[BUG] Deadlock in block/blk-flush.c, with resolution
From: Dragan Milenkovic
Date: Wed Feb 06 2019 - 07:53:34 EST
The bug manifests by mdX_raid1 and other related tasks being blocked.
It is triggered by LVM RAID, but is not caused by it. I have also
triggered it by LVM + mdraid, but only once. It is more frequent by
LVM RAID.
It does not occur in the master branch, but it does in 4.20.y, 4.19.y,
4.18.y.

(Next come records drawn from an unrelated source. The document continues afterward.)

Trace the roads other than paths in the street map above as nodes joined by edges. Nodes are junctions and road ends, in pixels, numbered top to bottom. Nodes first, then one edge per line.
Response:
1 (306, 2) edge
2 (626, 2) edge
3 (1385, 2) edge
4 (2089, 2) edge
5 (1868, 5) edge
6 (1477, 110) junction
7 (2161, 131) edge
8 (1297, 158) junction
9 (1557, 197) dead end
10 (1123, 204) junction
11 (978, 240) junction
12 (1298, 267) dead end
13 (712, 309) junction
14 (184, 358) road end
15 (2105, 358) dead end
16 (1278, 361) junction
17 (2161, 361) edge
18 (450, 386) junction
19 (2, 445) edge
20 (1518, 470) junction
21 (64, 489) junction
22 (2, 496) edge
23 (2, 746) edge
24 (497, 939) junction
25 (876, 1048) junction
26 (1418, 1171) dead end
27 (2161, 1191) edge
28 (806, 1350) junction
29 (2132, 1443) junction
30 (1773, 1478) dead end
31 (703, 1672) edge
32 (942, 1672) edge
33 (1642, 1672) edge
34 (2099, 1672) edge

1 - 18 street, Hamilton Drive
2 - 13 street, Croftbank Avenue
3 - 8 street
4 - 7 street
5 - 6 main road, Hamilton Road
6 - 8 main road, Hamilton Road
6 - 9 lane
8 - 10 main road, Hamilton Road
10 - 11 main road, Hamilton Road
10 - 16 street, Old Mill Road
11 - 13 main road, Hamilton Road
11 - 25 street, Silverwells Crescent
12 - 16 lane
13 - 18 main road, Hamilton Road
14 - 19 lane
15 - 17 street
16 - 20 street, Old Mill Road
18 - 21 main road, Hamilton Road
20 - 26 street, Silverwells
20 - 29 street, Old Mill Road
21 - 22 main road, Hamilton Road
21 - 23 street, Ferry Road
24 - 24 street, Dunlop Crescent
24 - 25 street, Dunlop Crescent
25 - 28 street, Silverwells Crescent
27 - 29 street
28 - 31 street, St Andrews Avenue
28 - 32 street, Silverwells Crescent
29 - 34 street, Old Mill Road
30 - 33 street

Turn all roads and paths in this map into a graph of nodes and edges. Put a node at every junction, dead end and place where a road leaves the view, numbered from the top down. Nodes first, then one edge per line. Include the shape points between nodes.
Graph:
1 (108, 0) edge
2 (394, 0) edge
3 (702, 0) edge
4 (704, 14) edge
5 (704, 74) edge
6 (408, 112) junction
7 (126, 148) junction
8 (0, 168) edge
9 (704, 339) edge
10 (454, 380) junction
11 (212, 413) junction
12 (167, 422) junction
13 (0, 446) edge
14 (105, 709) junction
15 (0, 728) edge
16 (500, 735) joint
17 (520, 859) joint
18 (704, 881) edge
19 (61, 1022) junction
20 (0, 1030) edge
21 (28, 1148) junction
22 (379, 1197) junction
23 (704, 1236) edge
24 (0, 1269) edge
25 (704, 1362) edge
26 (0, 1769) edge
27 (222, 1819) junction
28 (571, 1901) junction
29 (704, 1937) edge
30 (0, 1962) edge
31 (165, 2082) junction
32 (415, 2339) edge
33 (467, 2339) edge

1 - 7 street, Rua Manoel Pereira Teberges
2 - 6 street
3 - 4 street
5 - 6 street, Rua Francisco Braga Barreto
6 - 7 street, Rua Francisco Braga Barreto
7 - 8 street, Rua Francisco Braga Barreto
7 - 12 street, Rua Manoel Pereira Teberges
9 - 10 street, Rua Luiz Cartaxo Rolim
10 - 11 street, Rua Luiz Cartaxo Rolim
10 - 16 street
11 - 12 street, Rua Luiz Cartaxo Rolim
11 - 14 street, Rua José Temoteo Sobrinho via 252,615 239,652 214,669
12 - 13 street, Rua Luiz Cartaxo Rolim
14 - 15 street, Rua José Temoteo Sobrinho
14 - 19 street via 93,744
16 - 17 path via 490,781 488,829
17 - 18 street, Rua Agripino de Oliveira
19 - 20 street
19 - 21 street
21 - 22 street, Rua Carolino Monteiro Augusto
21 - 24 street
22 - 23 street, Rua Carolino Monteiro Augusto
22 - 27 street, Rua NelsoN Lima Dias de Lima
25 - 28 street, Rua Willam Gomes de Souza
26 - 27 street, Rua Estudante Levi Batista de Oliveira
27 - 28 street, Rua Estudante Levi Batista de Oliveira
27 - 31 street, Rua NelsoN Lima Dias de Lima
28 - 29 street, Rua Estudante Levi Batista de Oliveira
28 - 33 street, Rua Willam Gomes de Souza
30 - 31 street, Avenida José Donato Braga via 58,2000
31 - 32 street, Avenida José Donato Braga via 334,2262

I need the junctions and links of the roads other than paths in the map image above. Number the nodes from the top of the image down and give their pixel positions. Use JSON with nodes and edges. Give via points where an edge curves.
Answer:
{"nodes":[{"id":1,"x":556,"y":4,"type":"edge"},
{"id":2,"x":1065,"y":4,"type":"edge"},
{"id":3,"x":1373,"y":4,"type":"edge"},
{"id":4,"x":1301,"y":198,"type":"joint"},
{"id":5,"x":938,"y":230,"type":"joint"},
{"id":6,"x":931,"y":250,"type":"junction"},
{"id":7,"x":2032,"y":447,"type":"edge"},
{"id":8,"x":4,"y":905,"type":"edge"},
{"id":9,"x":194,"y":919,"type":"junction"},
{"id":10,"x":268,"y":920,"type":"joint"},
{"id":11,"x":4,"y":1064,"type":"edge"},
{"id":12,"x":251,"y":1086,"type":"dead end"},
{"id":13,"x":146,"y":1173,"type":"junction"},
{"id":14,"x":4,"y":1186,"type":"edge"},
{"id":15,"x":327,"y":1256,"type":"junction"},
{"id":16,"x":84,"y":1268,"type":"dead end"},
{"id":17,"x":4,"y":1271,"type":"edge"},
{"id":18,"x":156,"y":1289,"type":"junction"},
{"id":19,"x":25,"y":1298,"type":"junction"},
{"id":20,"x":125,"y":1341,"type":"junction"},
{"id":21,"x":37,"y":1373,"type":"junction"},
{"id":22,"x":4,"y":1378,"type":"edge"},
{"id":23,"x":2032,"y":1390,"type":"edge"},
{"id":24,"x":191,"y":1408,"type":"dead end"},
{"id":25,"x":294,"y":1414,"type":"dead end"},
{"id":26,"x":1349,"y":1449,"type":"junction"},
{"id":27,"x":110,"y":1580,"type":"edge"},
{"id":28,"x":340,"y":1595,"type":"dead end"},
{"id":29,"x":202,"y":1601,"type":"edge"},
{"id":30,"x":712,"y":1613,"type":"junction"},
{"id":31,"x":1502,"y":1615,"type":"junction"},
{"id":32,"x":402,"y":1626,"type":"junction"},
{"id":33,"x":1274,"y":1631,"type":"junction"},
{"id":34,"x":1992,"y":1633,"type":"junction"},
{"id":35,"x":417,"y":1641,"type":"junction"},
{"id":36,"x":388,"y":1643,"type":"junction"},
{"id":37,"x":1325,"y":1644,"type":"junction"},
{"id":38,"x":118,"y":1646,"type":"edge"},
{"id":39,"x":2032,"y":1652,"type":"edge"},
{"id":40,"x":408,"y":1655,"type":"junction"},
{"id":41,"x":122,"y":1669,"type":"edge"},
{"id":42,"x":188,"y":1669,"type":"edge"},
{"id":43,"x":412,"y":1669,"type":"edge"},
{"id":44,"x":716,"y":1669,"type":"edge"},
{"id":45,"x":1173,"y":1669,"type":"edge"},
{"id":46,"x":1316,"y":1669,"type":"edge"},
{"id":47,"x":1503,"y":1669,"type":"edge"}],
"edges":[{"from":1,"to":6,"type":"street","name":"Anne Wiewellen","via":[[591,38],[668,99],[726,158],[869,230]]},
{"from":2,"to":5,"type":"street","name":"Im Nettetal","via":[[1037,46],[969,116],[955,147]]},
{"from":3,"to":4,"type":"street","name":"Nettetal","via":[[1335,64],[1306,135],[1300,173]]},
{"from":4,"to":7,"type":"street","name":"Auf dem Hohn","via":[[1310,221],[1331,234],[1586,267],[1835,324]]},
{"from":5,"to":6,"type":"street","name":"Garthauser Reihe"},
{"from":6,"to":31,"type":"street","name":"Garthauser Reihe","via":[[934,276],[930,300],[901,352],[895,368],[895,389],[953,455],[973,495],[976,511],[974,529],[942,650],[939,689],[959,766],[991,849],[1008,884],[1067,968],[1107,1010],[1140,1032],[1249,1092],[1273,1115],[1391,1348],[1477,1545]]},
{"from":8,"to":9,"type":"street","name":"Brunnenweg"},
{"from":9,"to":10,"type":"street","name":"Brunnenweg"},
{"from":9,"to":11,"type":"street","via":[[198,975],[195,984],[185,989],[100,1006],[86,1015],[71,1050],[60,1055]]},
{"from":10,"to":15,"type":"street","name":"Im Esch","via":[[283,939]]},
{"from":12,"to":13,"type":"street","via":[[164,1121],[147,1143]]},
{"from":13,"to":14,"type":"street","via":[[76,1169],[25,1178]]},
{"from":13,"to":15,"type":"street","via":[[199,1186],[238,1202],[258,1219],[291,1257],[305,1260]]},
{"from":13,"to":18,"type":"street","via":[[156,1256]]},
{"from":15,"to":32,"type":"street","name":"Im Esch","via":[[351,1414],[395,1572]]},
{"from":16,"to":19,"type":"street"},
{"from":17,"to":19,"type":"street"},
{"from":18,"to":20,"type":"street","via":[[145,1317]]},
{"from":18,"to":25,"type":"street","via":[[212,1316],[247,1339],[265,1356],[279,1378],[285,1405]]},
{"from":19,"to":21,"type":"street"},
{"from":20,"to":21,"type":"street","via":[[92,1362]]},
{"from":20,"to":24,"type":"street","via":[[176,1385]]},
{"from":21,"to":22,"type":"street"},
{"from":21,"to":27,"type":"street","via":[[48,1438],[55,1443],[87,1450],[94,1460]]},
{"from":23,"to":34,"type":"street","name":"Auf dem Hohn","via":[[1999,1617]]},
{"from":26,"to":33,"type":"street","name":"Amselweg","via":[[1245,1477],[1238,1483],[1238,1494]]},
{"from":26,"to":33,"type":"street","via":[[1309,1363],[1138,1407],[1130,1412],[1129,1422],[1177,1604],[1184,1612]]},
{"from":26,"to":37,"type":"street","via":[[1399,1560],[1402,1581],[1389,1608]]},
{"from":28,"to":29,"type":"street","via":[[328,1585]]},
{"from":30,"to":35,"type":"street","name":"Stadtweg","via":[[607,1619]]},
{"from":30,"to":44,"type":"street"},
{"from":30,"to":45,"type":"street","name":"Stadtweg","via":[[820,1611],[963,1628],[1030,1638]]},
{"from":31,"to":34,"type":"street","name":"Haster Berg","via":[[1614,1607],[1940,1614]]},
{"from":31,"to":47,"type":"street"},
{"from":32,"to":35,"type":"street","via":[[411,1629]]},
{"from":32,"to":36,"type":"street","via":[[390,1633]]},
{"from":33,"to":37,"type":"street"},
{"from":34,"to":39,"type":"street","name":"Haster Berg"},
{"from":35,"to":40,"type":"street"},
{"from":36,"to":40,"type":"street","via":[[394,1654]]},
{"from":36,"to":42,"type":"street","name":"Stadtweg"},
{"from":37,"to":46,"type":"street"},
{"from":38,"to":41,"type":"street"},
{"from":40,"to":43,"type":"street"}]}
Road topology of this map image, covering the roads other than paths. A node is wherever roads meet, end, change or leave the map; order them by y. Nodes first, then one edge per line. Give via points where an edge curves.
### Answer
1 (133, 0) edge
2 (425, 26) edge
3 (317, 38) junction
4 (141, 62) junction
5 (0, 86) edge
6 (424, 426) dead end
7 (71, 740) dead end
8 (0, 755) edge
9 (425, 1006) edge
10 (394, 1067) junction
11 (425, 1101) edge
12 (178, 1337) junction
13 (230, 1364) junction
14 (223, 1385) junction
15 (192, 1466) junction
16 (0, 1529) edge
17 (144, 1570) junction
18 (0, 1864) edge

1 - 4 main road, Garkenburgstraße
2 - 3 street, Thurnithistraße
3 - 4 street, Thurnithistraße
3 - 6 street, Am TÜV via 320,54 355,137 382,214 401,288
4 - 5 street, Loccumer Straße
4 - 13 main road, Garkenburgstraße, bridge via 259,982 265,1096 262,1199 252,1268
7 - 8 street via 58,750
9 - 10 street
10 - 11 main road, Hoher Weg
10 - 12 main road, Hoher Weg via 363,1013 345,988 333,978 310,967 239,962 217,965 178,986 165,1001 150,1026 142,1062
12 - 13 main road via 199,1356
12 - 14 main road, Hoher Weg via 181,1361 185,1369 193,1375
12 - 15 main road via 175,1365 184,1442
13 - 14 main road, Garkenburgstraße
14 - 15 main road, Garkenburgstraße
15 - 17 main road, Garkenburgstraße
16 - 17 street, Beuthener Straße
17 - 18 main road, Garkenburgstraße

Here is a Debian bug report:
https://bugs.debian.org/cgi-bin/bugreport.cgi?bug=913119
I have tracked it to this commit:
https://git.kernel.org/pub/scm/linux/kernel/git/stable/linux.git/commit/?id=344e9ffcbd1898e1dc04085564a6e05c30ea8199
Specifically to this line:
https://git.kernel.org/pub/scm/linux/kernel/git/stable/linux.git/diff/block/blk-flush.c?id=344e9ffcbd1898e1dc04085564a6e05c30ea8199
The commit log message makes it appear as if this is a refactoring
change, but the check for q->elevator was inverted.
The line has not been changed between that commit and the current master
branch. Since I applied this change to my distribution's kernel (4.19),
my system has been completely stable.
Let me know if you need me to do anything else, but this seems as a
straight-forward cherry-pick.
Dragan